Blake Solly: First and foremost, they would need to finish in the top four in the Championship. That would see them play in the qualifiers to get into the top flight in 2016, where they will compete against the bottom four Super League teams. If they can perform well on the pitch, a quarter of their season next year will be in a competition with Super League opposition. The teams who finish in the top four are going to put some pressure on the bottom four in Super League. That middle eight is going to be a really exciting proposition.
RH: How many clubs do you think will be full-time in the Championship next season?
BS: Four or five – Bradford, London, Leigh and possibly Featherstone and maybe one other. My understanding, having spoken to the owners and management of both clubs, is that Bradford and London really want to give it a go next year. They understand that if they can perform well on the pitch then they have got a seven-week series to try and regain Super League status. They are committed to giving themselves the best possible opportunities to do that at the first time of asking.
RH: How do you see the Championship shaping up next season in terms of its competitiveness?

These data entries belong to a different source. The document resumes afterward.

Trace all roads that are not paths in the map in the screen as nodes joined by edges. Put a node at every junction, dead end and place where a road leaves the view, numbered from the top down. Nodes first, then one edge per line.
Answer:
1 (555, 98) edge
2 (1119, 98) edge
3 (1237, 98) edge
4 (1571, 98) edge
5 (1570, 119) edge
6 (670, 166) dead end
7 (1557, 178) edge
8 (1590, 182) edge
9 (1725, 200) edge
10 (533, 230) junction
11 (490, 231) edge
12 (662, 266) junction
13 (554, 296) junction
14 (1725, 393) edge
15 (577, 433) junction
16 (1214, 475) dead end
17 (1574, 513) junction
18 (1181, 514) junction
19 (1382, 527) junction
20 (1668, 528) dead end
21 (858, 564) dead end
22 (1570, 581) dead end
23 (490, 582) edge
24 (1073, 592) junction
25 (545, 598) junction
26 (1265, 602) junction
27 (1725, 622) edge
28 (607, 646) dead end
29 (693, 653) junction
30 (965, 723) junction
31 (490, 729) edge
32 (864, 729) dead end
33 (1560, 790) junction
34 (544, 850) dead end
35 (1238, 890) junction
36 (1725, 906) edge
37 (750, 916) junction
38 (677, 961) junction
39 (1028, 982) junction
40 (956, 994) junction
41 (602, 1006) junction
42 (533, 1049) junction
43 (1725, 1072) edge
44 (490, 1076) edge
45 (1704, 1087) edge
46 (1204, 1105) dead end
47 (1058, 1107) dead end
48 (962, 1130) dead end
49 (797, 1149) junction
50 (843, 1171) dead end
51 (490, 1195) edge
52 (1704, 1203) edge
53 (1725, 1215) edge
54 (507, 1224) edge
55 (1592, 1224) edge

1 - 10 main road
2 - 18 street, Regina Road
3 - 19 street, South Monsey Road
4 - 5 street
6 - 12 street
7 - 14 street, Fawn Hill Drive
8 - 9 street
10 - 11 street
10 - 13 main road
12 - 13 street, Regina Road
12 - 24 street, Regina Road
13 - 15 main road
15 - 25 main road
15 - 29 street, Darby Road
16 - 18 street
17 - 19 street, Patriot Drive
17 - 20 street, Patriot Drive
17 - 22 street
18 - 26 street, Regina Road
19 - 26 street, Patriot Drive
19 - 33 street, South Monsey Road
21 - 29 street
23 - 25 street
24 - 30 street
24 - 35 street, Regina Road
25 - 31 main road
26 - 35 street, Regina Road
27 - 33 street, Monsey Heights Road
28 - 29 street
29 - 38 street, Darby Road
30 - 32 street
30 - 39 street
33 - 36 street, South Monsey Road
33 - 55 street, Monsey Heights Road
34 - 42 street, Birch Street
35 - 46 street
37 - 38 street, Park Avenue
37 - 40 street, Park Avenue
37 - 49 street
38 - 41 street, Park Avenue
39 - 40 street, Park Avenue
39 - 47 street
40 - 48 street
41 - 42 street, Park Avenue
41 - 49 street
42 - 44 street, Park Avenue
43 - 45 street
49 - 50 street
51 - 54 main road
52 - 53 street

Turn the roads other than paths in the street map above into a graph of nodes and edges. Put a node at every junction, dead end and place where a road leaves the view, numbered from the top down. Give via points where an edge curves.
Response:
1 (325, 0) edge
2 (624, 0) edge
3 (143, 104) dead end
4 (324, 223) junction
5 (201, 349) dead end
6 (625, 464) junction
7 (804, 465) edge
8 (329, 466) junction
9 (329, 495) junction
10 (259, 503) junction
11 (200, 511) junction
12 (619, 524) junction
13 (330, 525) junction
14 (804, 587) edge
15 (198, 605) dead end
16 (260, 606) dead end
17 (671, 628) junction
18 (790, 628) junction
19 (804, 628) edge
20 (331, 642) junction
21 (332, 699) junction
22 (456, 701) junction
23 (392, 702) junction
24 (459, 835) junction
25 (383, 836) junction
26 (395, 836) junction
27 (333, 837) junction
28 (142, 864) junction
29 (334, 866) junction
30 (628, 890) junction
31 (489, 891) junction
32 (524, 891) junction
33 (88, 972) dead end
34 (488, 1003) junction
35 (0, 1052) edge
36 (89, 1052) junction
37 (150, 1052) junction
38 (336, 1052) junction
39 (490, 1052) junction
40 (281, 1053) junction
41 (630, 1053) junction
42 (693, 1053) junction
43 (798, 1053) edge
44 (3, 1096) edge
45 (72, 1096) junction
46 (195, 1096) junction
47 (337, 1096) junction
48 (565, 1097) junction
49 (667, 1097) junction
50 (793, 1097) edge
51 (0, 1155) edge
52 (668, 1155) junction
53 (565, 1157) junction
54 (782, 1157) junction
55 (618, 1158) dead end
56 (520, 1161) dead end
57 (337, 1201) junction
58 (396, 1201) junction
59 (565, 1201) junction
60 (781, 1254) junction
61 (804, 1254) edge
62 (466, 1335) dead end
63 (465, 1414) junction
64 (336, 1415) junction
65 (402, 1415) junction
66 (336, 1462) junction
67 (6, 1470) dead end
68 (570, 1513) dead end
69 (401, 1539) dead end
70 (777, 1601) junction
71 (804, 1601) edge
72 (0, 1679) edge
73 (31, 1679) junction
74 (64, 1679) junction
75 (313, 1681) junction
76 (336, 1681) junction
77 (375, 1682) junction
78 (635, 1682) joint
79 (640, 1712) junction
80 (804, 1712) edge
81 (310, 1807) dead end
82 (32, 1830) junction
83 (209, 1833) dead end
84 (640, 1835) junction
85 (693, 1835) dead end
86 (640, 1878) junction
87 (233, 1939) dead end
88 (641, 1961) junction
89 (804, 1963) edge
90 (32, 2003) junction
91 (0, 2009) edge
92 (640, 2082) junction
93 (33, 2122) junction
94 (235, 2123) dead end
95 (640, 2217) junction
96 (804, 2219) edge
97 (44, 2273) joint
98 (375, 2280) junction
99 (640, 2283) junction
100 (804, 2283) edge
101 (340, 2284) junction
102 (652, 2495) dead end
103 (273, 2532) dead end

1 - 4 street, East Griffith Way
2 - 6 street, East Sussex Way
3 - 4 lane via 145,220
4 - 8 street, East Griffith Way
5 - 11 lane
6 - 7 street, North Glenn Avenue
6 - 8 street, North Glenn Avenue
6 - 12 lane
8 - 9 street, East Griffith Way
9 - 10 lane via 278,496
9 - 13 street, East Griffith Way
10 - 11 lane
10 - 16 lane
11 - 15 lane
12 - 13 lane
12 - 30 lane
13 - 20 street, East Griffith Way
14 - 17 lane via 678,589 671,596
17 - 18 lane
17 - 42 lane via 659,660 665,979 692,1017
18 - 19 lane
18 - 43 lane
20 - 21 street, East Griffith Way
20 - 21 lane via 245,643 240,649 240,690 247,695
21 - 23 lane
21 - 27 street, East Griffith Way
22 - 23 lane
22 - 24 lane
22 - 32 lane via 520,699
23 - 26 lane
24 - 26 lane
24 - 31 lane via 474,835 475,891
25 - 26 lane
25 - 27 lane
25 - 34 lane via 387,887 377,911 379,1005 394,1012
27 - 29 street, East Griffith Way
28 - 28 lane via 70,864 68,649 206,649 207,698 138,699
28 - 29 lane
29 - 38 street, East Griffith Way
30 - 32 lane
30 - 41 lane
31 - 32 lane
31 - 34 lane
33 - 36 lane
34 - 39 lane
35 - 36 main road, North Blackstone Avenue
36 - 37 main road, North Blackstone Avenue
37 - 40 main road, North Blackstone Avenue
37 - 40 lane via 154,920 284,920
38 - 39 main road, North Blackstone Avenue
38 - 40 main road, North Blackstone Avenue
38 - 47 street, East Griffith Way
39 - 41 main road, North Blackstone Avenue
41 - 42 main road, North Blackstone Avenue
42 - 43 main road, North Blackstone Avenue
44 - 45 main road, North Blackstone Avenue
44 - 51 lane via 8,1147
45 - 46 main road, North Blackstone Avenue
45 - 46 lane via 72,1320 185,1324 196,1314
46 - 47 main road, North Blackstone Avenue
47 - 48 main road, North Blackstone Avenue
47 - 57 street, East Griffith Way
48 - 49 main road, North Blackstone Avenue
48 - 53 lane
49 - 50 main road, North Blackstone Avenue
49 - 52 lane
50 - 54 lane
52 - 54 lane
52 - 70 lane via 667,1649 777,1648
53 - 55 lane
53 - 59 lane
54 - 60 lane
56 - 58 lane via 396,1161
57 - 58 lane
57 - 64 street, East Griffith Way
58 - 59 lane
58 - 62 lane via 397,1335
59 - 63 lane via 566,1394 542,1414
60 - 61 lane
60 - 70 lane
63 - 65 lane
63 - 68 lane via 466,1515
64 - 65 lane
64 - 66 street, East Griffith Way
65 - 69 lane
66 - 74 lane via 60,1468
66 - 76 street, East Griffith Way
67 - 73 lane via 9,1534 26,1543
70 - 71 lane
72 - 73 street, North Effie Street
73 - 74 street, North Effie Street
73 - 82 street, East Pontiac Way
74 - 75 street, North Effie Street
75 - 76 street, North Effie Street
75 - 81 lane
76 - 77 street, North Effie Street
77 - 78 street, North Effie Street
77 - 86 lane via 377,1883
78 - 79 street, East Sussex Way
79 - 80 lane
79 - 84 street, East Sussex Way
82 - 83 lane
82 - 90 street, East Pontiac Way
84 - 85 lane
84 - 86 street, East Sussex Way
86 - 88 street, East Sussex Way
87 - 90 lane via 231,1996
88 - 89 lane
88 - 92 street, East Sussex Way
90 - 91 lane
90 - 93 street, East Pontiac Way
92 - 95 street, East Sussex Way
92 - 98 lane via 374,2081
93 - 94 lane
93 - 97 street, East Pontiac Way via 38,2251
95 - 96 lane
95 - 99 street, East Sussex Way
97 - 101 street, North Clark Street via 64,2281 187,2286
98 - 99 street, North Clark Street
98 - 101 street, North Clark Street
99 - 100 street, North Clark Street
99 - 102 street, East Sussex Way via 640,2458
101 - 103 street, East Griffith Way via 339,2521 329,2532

BS: I think it’s going to be a fantastically competitive division when you look at how Leigh have performed this year, and Bradford and London having stated they will stay full-time. Halifax, Featherstone and Doncaster are all very proud clubs with good squads and ambitions to make their mark next season. The new structure will add a great deal of interest from the word go. Every minute of every game is going to matter and I think rugby league fans have got a lot to look forward to.
RH: Super League clubs surely have an advantage, though, with the disparity in central distribution between the top flight and the Championship?
BS: One of the reasons for the restructure was to give those relegated clubs a central distribution that allowed them to stay full-time in a competition that was exciting and innovative. There will be a £1million salary cap in the Championship next season and the Bulls will receive over £750,000 in central distribution. That will be paid monthly just as the Super League distribution is now. While falling out of Super League is obviously difficult, the Bulls will be in receipt of more centrally funded distributions than they were this year and last.
RH: How does this compare to what Super League clubs will receive?
BS: Top-flight clubs will receive £1.6million in central distribution next year and can spend up to £1.825million on the salary cap.
RH: Is staying at Odsal viable for the Bulls in the Championship? The recent Catalan attendance of 5,188 was the lowest home gate in the club’s Super League history.
BS: I’d be surprised if crowds dipped too much next season. The Bulls are pretty confident that they won’t and I think average crowds of around 4,000 would be perfectly viable. But that’s one for the guys at Bradford because they know the market and what is going to improve their fanbase and what isn’t. A number of potential derby games can only help.
RH: The Bulls remain tenants of the RFL at Odsal and will presumably continue to pay rent to the governing body?
BS: We’ve still got the lease and the club will remain tenants, so we don’t really see anything changing on that front. They will be paying the same amount of rent.
RH: Perhaps the many lost supporters will return if, as you would expect, the team are winning regularly?
BS: Absolutely and there are lessons to be learned from other sports about relegation not being the end of a club. Far from it, in fact. You look at Northampton and Harlequins in rugby union and Newcastle United in football. Relegation is always difficult to stomach but the aforementioned clubs have come back into their elite competition far better prepared for the challenges that they face. Hull KR were admitted to Super League on a very strong platform and have been there ever since. Ten years they weren’t in Super League and now it’s hard to think of them not being in it.
RH: How great a challenge does Marc Green face in rebuilding the Bulls after all the off-field problems which have blighted the club in recent years?
BS: Of course it has damaged the club and the sport, but I think it fairness to Marc and the sport, everyone has worked hard to recover that damage. The process is ongoing and will continue for as long as it takes. Marc is working as hard as he can and we will support him. The infrastructure around the club is still very strong despite the issues it has had over the last three years. That augurs well for them to perform very well if they are in the Championship next year and give themselves a real shot at getting back into Super League. I think every town or city with a sporting team always benefits if that team is successful – that’s universal. And I’m sure Bradford will be competitive in a very competitive Championship.
RH: What is the limit for overseas players in the Championship next season?
BS: Five – the same as Super League.
RH: How do you view the state of rugby league generally?
BS: I think it’s in really good health. We face our challenges like every sport does but next year is going to be an extremely exciting year. In some ways, what the clubs have learned in the past few years is an attention to sustainability. There has been some changes to the regulations on that and I think what is at the front of everyone’s mind is making sure that clubs spend what they can afford and we avoid any reputational damage that always comes with clubs in financial distress or insolvency.